Records contained in a dataset

----

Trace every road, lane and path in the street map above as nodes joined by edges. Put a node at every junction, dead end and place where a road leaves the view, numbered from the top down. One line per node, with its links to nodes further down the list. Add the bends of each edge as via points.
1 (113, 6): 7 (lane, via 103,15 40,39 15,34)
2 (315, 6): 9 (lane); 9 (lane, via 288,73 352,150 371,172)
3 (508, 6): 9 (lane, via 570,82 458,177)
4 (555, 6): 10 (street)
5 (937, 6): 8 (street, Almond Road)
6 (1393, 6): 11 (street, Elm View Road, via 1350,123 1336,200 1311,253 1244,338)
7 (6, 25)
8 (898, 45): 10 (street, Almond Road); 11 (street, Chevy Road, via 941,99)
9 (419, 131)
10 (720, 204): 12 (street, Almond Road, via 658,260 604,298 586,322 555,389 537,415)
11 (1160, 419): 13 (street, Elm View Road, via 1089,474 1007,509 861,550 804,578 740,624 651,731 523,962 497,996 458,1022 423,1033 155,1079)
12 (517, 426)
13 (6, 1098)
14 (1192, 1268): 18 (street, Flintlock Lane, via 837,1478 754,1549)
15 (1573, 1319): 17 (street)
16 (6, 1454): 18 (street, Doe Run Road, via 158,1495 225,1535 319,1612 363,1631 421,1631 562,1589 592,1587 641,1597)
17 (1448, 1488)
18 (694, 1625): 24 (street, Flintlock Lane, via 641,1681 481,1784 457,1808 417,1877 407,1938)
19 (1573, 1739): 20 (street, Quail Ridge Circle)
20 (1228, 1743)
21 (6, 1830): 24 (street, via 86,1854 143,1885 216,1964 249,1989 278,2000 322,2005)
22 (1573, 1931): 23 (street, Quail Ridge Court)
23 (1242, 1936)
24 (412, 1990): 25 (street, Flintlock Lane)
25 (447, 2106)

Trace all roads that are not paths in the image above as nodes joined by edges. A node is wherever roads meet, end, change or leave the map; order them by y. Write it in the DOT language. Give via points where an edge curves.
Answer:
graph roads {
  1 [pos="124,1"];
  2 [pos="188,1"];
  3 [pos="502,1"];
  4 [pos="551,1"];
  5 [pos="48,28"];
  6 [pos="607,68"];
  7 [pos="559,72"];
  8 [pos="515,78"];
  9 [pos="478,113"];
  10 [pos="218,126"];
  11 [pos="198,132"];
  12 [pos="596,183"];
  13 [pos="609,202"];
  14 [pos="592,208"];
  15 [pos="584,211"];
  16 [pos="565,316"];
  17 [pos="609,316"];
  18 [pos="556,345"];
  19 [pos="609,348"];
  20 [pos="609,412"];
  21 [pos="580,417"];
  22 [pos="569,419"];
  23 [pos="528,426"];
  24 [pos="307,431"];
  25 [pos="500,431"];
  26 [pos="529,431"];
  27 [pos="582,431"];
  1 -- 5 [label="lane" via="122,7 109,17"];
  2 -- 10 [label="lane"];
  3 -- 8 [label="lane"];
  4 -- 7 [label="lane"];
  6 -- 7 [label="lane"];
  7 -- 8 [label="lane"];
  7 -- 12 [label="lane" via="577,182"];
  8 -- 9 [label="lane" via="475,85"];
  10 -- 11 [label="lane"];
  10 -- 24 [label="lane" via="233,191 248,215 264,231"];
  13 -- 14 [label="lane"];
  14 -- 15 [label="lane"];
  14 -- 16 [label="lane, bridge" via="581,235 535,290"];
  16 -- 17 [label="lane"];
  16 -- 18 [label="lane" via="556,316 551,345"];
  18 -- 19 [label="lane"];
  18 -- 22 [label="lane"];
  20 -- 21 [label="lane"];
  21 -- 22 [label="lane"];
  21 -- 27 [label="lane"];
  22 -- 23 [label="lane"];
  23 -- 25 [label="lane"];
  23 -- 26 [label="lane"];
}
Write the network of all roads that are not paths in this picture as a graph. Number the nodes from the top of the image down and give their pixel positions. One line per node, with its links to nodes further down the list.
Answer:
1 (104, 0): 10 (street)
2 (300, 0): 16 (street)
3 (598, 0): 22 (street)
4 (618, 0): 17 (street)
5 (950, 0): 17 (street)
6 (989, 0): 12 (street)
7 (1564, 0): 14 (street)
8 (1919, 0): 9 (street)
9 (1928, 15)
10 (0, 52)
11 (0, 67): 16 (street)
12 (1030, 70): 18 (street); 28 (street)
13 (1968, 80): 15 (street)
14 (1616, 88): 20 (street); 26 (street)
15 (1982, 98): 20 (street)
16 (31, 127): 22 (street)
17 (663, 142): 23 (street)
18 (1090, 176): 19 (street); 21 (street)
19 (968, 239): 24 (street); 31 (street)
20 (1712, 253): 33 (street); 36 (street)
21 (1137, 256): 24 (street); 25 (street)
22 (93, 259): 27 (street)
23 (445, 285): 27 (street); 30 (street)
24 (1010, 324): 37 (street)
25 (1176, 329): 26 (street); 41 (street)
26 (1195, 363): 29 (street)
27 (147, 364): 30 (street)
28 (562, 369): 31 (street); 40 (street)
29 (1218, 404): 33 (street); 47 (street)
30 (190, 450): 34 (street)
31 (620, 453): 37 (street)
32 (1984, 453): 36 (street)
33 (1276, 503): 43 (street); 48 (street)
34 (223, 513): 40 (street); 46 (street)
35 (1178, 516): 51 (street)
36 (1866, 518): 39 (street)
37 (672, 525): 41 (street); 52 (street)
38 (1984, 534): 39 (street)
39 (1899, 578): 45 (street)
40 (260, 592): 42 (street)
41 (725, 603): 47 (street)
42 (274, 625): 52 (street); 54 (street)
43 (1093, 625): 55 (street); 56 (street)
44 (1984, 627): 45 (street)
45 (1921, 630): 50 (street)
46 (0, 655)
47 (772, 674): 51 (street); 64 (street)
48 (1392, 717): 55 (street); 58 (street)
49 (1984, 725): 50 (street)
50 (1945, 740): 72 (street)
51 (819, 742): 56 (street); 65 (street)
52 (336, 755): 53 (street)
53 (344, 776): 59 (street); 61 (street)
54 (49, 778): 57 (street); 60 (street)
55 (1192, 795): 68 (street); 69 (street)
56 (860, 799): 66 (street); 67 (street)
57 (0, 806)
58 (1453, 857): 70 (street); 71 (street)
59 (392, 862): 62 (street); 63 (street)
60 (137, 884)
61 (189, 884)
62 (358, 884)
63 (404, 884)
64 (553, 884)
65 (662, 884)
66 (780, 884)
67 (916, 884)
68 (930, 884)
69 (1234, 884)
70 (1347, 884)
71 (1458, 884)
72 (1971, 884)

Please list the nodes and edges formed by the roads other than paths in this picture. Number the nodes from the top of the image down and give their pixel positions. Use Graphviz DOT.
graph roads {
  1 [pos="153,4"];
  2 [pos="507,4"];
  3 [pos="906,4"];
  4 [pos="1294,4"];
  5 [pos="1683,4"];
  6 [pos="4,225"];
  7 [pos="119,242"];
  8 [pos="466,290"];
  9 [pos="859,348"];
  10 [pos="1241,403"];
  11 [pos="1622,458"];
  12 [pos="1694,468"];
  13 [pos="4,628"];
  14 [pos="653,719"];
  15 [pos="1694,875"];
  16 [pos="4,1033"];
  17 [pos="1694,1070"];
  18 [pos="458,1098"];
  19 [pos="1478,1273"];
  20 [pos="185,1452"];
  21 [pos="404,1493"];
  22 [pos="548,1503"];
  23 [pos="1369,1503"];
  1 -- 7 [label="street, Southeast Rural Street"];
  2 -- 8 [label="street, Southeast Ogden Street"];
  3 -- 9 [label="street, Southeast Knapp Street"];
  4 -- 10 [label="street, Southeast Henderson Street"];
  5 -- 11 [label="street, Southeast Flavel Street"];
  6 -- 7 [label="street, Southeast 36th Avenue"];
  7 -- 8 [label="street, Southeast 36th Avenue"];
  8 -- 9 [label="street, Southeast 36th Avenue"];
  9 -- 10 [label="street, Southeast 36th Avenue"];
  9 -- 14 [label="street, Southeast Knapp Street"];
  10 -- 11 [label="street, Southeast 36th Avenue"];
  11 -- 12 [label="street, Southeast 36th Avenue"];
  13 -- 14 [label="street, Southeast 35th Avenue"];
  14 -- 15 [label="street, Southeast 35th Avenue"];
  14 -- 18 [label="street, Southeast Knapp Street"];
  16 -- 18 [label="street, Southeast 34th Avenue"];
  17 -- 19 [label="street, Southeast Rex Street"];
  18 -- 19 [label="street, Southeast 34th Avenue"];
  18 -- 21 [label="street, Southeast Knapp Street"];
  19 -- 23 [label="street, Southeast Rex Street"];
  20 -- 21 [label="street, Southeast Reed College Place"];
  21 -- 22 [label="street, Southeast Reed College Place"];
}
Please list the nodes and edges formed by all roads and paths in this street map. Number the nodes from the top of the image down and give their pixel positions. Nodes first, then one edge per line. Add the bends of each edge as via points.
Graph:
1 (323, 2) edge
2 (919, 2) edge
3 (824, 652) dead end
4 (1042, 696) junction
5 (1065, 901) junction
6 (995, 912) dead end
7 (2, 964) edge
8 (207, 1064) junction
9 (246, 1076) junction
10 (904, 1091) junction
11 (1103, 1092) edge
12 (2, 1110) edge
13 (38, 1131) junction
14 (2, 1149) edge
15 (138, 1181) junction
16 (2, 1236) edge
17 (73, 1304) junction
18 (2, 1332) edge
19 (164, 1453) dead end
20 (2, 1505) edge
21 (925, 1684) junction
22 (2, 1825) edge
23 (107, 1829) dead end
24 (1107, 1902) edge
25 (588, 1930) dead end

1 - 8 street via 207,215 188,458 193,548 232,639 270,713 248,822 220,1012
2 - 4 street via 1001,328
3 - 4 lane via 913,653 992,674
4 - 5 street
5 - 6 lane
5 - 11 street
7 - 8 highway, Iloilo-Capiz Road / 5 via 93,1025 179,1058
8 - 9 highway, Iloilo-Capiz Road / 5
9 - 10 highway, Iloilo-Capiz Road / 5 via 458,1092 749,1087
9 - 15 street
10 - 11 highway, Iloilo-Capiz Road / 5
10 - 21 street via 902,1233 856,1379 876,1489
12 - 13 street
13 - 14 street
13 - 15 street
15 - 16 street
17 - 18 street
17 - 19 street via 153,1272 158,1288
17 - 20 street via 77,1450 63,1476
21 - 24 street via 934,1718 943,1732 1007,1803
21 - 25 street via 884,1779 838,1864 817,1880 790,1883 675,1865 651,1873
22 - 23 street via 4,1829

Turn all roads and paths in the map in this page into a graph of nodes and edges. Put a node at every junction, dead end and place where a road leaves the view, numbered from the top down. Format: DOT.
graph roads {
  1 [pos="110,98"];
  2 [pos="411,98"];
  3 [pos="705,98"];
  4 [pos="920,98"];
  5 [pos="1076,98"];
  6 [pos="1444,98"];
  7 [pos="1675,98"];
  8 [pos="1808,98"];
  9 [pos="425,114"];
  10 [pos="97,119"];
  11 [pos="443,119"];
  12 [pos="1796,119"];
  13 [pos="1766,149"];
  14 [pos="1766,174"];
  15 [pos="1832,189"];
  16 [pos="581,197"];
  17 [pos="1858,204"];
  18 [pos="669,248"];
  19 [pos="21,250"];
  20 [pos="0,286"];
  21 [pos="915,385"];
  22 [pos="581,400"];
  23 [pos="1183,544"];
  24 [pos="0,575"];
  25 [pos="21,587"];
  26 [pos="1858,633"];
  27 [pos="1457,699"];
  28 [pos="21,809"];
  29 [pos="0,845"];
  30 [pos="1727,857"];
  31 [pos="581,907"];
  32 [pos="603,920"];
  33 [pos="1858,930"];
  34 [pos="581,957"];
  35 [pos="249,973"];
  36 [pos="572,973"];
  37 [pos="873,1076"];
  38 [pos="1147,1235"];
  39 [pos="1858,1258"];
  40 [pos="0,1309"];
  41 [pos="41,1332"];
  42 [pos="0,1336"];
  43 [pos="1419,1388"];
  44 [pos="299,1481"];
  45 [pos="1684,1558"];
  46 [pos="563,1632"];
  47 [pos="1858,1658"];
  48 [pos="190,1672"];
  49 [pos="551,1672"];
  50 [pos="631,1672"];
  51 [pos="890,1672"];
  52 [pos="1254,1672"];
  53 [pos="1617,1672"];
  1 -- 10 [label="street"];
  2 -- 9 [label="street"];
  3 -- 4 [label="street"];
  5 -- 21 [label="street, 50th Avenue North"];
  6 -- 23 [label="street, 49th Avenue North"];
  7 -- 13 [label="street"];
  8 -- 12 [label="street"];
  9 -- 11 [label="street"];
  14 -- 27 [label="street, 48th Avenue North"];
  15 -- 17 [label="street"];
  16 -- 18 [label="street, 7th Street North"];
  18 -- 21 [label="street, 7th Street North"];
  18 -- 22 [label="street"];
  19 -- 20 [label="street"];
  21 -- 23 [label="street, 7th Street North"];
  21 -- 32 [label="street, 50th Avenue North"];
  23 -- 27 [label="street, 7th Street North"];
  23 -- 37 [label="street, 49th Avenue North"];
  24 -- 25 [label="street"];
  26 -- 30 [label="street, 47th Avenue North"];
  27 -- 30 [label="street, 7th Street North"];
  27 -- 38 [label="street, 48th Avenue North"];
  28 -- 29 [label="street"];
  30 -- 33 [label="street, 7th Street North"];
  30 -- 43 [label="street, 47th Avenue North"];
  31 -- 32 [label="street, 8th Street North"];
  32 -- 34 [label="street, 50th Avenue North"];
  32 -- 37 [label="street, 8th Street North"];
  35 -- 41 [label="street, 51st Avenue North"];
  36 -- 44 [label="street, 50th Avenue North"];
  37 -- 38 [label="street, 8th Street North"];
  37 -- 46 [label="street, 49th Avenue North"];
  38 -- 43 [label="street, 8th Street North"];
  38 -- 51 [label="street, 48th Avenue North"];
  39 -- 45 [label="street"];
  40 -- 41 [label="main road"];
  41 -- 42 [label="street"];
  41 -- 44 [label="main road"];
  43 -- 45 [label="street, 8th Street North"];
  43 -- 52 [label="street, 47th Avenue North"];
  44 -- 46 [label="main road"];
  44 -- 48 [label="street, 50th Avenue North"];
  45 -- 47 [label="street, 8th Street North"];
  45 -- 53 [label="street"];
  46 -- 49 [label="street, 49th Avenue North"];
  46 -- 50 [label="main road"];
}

----

- WHAT THIS TASK INVOLVES:
In the records above, collect each line with "Flintlock".

- REPLY TO THE TASK:
14 (1192, 1268): 18 (street, Flintlock Lane, via 837,1478 754,1549)
18 (694, 1625): 24 (street, Flintlock Lane, via 641,1681 481,1784 457,1808 417,1877 407,1938)
24 (412, 1990): 25 (street, Flintlock Lane)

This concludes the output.